Q: How did you end up at UConn?
Litman: After I taught some workshops at Syracuse, I taught at the University of Wisconsin-Madison and also at Babson College in Wellesley, Massachusetts. After Norton published Last Chicken in America, I thought I’d see where it took me. The poet Penelope Pelizzon [associate professor, Department of English] was on the search committee at UConn. She was the one who really loved the book. She’s been my champion and mentor and supporter ever since. We went on to co-direct the Creative Writing Program in the English Department. It’s a really great program. It’s not a big program, but it’s found a lot of people whose work I admire.
I started here in 2007, before I had kids. And then when I had kids (Polina, 7, and Olwen, 3), I have found it to be a really supportive family-friendly environment. I love this place.
Q: Speaking of family, let me mention your husband, Ian Fraser. He’s a native of Johannesburg, South Africa, and was a playwright, fiction writer, and standup comedian there. How did you two meet?
Litman: On the T! We were on the Red Line in Boston. We both got on at Park Street and got off at Harvard Square. He was visiting America and asked if he was on the right platform, which started a conversation, and he asked if I’d like to go out on a coffee date. I said yes.
He left for home the next day, but we emailed and Skyped, met in London, and were married six months later.
Q: In the book, Kat’s parents are dissidents. Were your parents dissidents, too?
Litman: No. My parents were part of a generation that had experienced many hard things, and they did not want to be involved. They were very cautious and needed to be cautious. It was ingrained in me, too, to be cautious.

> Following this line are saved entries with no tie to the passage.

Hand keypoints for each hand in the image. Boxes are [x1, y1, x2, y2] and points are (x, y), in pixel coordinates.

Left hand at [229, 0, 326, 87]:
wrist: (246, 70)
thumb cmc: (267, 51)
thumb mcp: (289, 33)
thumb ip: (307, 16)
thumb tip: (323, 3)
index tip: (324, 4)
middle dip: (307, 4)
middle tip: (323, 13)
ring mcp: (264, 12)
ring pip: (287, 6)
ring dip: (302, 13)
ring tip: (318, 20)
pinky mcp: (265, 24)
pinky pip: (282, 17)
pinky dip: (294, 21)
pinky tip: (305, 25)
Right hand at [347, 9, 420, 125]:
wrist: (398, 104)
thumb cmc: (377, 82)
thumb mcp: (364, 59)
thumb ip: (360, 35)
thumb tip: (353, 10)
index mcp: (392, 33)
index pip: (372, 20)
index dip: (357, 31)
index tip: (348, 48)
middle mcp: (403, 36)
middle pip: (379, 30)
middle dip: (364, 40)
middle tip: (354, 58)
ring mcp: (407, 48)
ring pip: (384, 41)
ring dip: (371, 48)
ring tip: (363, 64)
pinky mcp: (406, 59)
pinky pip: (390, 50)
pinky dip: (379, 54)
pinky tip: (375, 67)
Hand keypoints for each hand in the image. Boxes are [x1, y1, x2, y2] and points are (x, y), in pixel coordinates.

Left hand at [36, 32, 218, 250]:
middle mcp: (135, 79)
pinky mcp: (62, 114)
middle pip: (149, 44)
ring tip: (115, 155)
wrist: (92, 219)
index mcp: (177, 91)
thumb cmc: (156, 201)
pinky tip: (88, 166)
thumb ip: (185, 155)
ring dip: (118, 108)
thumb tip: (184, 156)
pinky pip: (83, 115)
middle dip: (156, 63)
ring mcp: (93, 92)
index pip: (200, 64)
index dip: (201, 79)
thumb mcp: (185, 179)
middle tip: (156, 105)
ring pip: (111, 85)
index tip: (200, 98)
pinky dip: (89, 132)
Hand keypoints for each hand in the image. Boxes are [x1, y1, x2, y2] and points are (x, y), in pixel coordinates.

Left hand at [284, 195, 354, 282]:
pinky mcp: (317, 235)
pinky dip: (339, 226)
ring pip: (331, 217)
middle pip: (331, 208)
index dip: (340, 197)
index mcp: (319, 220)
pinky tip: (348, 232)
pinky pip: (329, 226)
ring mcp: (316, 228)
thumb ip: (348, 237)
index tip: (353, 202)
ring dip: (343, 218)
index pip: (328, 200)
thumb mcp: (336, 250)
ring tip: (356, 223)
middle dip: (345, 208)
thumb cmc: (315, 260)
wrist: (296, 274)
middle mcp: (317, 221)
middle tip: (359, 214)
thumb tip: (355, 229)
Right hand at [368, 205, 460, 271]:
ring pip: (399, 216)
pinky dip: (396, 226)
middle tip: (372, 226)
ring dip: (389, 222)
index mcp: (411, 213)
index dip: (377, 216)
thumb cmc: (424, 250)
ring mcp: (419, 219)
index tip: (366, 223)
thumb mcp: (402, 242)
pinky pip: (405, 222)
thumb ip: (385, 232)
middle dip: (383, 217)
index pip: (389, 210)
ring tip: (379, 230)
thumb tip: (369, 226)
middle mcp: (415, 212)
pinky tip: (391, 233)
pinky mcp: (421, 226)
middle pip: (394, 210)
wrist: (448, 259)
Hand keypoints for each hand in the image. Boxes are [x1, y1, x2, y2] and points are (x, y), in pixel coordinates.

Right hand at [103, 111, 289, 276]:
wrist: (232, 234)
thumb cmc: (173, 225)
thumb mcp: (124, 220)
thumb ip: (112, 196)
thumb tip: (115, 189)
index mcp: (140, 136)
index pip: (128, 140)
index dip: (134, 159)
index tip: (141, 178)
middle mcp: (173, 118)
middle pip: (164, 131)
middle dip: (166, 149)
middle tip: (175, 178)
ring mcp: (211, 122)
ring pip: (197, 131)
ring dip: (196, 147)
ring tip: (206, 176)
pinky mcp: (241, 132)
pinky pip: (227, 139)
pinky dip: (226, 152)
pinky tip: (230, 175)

But I did have these two charismatic literature teachers in my life, who I just adored. Anechka and Misha [Kat’s parents in the book] were a product of that. But once I had these characters, I couldn’t rely on my own experience so much. I was more well-behaved than Kat. My eldest daughter is very self-confident and will debate her teacher and ask for help. And I’m this mouse!

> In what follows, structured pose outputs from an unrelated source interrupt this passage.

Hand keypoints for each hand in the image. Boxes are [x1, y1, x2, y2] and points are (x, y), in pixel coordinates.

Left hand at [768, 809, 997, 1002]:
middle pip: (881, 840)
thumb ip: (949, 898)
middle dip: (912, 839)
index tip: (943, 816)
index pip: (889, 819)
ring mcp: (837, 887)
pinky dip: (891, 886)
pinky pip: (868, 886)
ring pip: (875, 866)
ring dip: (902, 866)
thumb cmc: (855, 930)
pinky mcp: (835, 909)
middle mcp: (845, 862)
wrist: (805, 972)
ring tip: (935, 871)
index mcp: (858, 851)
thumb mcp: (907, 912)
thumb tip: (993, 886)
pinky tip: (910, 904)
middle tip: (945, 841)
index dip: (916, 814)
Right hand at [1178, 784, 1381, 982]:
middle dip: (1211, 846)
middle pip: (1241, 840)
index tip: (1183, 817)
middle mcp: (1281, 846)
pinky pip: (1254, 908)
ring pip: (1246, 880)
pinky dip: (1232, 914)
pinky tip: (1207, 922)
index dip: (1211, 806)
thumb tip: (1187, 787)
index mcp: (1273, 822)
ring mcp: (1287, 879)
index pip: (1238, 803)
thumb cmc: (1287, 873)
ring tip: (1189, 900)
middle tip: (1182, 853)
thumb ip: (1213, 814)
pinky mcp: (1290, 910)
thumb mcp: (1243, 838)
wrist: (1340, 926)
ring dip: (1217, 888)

Part of it is that my daughter’s a product of where she was born, and I’m still a product of where I was born. In Russia, in my brace, I had to brace myself. I was pointed at. And anyone, at any time, a neighbor, a clerk, will yell at you for no good reason. In my day, rudeness was just part of the reality in Russia. Everything is state-run. There was no competition. Why be nice? It’s not like you’ll go to a different store.

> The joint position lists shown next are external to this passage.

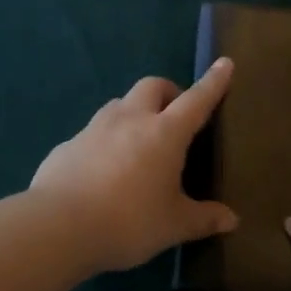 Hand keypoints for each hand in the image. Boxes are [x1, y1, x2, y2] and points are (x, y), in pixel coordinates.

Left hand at [30, 58, 238, 273]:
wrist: (58, 227)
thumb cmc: (128, 222)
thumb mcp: (173, 225)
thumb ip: (204, 218)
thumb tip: (232, 220)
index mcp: (164, 133)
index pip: (196, 100)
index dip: (213, 83)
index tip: (224, 63)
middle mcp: (130, 120)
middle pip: (152, 86)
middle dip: (168, 92)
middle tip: (175, 116)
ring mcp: (94, 129)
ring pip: (119, 104)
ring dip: (134, 112)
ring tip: (139, 143)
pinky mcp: (67, 145)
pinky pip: (92, 133)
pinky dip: (105, 141)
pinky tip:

Q: What are you working on now?
Litman: I’m in the middle of three different projects. One is a sequel to Mannequin Girl, with some of the same characters, set in the late perestroika years. Having lived with perestroika, I’m very much interested in how it shaped one’s political sensibilities.
But of course, corruption set in after perestroika, and eventually this led the way to Putin. In America, people may believe in a leader. I don’t think many Russians have that idealism.
In my Immigrant Narrative class now, we talk about how America is supposed to be the land of immigrants. But it’s never been equally accepting to immigrants, letting in European immigrants but not Asian immigrants in the past, for instance. My students can find this a revelation. With what’s going on in the news with immigration, every day, it all completely resonates with them now. And with me.